- **RECORDS FOR THIS EXERCISE**:
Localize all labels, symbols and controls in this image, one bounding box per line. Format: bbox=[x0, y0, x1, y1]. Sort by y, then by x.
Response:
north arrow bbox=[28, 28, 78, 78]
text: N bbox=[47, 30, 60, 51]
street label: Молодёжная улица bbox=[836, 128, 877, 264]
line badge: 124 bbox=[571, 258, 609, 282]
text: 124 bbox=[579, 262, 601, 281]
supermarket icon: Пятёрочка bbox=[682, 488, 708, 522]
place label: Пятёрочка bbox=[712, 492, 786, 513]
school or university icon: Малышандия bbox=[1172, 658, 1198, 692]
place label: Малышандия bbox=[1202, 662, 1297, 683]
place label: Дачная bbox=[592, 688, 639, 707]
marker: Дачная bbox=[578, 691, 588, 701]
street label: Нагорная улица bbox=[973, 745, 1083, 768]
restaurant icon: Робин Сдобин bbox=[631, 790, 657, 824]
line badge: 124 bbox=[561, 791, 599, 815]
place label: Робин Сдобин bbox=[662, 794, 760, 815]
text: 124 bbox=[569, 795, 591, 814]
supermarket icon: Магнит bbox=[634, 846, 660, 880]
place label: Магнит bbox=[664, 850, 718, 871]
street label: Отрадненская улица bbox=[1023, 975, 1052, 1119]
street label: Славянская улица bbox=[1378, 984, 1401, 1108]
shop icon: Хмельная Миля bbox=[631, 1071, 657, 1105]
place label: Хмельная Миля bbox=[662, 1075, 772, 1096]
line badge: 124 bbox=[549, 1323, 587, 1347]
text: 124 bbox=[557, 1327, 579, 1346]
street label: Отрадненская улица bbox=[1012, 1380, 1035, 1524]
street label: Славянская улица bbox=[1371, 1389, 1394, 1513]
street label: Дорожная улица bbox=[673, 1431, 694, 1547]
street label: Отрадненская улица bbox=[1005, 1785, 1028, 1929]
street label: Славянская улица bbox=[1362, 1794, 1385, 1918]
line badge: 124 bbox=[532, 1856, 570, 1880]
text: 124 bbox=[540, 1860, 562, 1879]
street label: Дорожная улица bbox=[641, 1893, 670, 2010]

- **ACTION ITEM**: Copy every line that contains "Малышандия" from the listing above.

- **OUTPUT OF THE TASK**:
school or university icon: Малышандия bbox=[1172, 658, 1198, 692]
place label: Малышандия bbox=[1202, 662, 1297, 683]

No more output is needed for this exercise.